Arnold Highfield spent countless hours deciphering the stylized penmanship of historical accounts of the Virgin Islands. He dug deep into centuries-old archives to document and preserve this material for future generations. The prolific author, historian and professor passed away last weekend, leaving behind treasured translations of some of the earliest records of life in the territory under Danish rule, which serve as critical references to understanding the territory’s turbulent past.
The family seeks to memorialize him by partnering with the National Park Service on St. Croix to establish a special library of his private collection of books.
“It is forward thinking and a fitting tribute to a man who painstakingly researched and collaborated with international scholars on works that drew out the obscure details of life in these islands, even of the enslaved Africans, whose free labor led to the economic success and high standard of living enjoyed by Denmark and the other colonial flags which flew over the islands,” Senate Vice President Myron D. Jackson said.

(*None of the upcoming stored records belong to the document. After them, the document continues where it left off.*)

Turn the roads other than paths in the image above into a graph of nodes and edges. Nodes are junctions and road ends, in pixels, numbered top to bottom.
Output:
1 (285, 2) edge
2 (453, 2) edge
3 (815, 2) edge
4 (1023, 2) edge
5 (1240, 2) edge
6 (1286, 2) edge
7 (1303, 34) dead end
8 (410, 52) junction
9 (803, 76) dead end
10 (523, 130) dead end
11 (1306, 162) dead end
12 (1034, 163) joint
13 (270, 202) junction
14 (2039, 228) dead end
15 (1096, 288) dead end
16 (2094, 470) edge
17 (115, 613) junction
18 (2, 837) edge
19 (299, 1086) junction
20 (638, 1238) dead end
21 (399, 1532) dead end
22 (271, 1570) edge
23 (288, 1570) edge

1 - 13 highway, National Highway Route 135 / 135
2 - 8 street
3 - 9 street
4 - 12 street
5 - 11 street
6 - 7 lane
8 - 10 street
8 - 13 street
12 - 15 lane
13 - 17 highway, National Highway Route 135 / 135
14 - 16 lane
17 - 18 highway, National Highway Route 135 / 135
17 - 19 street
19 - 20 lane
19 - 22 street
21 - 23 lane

Highfield studied medieval history in his early college years, followed by doctoral work in romance languages, and what became a lifelong obsession with the colonial history of the Danish West Indies. A long-time resident of St. Croix, he moved in the 1960s to the island. He is well-respected in his field and has received numerous awards for his work. In between writing, he shared his expertise with up and coming students of history, teaching at Central High School, the University of the Virgin Islands, in the states, Europe and the Caribbean.
“He taught us the power of recording our stories because centuries later these written testaments to our existence are what survive. They provide critical insight into the social, economic, cultural and political thought of the times,” Jackson said. “On behalf of myself, my family and staff, we join the territory in expressing appreciation for his contributions to the Virgin Islands through his literary and academic pursuits, and for his writings and publications which will continue to illuminate our past and our present.”